Support Vector Machines — Lecture series — Karush-Kahn-Tucker conditions part2
In the previous post, we looked at the various conditions that make up the Karush-Kahn-Tucker (KKT) conditions. In this post, we would explore each of those conditions and explain what they mean.
Understand the main ideas behind the various KKT conditions.
What do the following KKT conditions mean:
- The stationary condition
- The prime feasibility condition
- The dual feasibility condition
- The Complementary slackness condition
The stationary condition:
The stationary condition just states that the selected point must be a stationary point. A stationary point refers to the point at which the function stops increasing or decreasing.
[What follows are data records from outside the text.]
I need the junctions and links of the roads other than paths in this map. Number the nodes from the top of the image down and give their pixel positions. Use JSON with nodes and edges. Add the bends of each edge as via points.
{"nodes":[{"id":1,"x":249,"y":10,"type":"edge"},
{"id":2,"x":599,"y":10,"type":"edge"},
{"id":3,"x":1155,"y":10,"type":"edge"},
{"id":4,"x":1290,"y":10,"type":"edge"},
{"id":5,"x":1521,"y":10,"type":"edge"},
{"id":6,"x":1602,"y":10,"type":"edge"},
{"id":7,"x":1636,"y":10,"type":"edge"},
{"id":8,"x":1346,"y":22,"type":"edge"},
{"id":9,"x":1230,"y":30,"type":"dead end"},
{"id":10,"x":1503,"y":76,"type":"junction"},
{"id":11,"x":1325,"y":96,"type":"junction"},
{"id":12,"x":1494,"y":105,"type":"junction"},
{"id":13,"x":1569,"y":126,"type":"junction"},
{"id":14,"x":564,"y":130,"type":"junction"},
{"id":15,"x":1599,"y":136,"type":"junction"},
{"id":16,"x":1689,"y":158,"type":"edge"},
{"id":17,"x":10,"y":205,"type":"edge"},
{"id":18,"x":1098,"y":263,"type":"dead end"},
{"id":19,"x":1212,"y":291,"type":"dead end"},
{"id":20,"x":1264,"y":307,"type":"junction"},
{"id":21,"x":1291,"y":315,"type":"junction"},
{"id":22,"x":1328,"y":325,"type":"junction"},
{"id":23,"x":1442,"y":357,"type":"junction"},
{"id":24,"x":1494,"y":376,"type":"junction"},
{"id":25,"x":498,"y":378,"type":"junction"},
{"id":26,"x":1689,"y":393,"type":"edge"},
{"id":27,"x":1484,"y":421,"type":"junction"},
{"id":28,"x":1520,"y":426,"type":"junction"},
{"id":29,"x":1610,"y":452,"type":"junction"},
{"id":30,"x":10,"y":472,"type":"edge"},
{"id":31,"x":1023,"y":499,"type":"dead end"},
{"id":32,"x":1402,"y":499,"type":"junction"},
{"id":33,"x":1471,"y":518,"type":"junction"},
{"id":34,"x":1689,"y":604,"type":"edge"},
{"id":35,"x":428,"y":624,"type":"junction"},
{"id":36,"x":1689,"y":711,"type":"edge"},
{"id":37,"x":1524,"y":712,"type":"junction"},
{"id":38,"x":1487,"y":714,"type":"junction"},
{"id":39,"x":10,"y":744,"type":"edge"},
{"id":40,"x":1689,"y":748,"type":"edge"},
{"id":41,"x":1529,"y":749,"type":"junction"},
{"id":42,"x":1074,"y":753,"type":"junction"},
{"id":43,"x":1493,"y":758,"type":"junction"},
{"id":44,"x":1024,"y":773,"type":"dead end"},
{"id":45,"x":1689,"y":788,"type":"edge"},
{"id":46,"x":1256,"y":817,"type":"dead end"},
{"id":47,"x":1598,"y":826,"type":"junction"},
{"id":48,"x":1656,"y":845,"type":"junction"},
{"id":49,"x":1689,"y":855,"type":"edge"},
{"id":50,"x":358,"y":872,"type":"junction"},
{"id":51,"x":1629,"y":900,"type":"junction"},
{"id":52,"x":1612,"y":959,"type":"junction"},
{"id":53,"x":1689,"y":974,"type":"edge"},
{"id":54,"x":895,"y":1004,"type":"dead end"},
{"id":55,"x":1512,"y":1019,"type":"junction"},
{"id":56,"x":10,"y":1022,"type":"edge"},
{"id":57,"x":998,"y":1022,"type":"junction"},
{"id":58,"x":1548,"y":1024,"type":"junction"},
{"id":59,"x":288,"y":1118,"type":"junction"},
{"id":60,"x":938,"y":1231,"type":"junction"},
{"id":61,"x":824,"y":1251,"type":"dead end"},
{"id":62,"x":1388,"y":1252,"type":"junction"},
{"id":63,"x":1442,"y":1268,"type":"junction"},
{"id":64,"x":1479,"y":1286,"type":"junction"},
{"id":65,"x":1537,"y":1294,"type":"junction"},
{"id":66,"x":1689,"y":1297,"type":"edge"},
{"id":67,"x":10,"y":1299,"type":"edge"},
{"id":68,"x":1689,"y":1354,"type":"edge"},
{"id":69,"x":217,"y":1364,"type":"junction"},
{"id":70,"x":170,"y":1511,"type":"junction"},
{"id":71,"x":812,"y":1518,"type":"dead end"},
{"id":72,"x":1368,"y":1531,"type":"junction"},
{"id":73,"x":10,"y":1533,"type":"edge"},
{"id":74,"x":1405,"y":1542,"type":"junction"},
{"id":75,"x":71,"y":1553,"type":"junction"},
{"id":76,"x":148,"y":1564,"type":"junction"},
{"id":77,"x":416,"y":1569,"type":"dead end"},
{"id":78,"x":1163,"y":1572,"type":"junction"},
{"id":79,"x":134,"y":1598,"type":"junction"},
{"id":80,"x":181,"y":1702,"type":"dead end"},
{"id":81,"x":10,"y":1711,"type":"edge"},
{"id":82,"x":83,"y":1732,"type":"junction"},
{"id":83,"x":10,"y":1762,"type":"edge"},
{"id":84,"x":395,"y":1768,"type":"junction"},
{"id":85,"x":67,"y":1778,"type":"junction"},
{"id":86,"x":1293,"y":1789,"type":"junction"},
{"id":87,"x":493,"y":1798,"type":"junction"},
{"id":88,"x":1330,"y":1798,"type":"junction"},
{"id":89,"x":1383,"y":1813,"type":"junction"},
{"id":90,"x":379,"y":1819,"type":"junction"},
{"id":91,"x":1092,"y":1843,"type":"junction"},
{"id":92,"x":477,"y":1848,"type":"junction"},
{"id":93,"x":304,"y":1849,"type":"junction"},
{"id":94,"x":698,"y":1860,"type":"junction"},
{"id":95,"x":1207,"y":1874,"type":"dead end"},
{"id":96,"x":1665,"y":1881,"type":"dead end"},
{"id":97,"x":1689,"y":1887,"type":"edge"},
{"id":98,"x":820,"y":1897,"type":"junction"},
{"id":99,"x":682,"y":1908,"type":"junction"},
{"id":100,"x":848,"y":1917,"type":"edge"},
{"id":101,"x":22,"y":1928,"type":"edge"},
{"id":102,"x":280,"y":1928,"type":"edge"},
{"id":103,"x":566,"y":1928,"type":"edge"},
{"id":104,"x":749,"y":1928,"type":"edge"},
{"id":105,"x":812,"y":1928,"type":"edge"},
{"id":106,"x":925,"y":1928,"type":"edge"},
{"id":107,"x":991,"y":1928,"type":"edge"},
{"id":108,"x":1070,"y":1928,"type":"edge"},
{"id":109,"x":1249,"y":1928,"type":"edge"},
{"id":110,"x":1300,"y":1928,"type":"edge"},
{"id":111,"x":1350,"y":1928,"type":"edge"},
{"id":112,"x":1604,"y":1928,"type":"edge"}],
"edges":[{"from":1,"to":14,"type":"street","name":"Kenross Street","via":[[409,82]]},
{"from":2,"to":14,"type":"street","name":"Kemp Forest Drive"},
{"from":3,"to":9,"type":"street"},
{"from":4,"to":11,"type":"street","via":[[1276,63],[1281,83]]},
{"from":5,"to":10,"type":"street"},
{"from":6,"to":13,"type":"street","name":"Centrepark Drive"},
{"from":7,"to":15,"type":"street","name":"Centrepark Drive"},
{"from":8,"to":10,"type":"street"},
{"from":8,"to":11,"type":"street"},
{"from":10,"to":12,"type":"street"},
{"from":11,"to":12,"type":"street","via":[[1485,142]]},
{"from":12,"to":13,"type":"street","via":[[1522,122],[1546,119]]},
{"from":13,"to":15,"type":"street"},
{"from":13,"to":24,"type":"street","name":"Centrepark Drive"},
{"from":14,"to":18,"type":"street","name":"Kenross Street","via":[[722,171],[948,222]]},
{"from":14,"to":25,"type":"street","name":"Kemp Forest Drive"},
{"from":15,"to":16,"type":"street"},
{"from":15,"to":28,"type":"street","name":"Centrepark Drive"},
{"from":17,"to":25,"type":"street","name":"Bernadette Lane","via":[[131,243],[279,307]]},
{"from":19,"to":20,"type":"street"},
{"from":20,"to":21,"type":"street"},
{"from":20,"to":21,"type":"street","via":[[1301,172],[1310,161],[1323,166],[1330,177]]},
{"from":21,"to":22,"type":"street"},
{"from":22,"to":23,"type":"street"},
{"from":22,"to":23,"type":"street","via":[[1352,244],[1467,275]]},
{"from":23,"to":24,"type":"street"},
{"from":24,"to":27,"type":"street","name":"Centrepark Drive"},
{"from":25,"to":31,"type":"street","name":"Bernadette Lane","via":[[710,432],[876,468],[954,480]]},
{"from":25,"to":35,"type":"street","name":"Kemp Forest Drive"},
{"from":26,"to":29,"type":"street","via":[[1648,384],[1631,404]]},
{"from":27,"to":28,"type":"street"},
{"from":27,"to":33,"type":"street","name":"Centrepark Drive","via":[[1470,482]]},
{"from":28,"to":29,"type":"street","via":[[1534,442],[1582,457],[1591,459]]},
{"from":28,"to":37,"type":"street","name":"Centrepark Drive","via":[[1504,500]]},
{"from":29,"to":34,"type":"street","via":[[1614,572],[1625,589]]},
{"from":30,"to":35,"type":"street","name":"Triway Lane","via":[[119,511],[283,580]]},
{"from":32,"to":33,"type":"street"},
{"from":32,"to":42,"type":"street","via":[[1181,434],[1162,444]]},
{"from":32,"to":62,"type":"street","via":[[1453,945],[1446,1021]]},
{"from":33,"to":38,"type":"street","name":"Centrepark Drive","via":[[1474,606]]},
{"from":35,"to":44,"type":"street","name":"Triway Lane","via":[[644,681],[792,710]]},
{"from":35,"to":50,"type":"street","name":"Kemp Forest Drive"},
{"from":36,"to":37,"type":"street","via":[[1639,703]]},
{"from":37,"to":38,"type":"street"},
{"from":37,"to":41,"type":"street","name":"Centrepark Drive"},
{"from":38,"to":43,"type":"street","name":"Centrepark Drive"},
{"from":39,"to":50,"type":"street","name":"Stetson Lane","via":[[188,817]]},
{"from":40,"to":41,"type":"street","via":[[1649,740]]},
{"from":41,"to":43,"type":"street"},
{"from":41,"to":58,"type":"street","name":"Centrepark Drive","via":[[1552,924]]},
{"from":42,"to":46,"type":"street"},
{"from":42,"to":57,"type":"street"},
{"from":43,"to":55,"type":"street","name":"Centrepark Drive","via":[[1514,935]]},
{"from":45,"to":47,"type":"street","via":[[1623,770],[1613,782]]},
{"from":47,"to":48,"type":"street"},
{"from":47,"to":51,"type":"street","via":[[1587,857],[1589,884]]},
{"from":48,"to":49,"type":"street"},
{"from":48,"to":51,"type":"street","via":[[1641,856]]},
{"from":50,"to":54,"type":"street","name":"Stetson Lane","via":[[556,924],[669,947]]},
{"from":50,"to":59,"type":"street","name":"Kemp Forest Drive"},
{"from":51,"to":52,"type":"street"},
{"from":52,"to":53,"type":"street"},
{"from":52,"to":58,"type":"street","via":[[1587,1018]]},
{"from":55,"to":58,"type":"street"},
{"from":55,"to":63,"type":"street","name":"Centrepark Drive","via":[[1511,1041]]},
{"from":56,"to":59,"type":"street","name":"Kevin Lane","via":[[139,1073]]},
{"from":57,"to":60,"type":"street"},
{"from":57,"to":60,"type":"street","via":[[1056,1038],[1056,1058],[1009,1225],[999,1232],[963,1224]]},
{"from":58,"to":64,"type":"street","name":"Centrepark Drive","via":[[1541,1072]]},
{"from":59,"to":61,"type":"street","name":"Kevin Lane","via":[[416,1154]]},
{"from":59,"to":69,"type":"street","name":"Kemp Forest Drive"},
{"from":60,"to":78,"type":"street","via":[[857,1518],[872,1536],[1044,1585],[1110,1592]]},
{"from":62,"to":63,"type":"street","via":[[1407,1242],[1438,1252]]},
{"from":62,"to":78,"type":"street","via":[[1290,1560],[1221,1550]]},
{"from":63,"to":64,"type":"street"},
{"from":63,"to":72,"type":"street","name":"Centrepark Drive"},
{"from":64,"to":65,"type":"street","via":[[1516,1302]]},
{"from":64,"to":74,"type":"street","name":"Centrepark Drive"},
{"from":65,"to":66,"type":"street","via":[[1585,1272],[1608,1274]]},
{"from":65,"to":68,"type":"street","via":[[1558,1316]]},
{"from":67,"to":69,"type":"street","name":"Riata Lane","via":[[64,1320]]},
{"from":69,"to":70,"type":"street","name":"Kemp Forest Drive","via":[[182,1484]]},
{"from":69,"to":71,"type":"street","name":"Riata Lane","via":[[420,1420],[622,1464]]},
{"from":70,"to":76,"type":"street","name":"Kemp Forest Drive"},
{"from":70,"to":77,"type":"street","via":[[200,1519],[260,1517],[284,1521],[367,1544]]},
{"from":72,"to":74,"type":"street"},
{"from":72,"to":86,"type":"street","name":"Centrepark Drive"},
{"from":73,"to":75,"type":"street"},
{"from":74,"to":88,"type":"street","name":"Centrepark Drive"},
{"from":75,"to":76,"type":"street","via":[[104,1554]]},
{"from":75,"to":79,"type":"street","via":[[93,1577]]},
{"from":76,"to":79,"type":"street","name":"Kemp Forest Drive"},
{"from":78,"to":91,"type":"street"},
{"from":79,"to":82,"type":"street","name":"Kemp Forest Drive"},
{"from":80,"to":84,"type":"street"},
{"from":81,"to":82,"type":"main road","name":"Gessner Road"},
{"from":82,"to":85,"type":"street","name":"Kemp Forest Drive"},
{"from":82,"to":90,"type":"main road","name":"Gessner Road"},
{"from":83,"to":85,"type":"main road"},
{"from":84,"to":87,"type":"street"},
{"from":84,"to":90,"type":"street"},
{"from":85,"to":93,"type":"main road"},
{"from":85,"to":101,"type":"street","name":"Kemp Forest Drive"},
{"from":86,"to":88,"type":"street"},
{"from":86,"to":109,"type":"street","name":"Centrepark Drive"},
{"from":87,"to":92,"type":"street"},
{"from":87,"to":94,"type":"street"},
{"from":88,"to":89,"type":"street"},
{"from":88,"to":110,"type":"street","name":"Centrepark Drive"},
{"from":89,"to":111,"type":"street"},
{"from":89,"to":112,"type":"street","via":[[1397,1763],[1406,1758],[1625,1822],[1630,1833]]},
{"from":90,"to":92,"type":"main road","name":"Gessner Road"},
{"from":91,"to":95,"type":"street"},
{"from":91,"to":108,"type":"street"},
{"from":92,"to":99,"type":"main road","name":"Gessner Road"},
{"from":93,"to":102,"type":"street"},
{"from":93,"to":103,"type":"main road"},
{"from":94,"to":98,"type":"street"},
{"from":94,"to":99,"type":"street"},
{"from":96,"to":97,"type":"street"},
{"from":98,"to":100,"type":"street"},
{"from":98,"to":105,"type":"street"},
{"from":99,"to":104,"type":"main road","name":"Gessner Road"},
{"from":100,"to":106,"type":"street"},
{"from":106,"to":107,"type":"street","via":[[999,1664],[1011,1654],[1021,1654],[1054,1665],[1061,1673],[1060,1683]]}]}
When there is no constraint, the stationary point is the point where the gradient of the objective function is zero. However, when there are constraints, we use the gradient of the Lagrangian.
The primal feasibility condition:
The primal feasibility condition(s) refers to the constraint(s) of the primal problem. These conditions have to be satisfied in order to find the minimum of the function.
The dual feasibility condition:
The dual feasibility condition(s) refers to the constraint(s) of the dual problem. These conditions also have to be satisfied in order to find the minimum of the function.
For the complementary slackness condition, we will look at it in detail in the next lecture post. This is because, we will have to delve deeper into the concept of slackness in addition to explaining the concept of ‘complementary slackness’ and how it contributes to aid us in finding the optimal solution for an optimisation problem.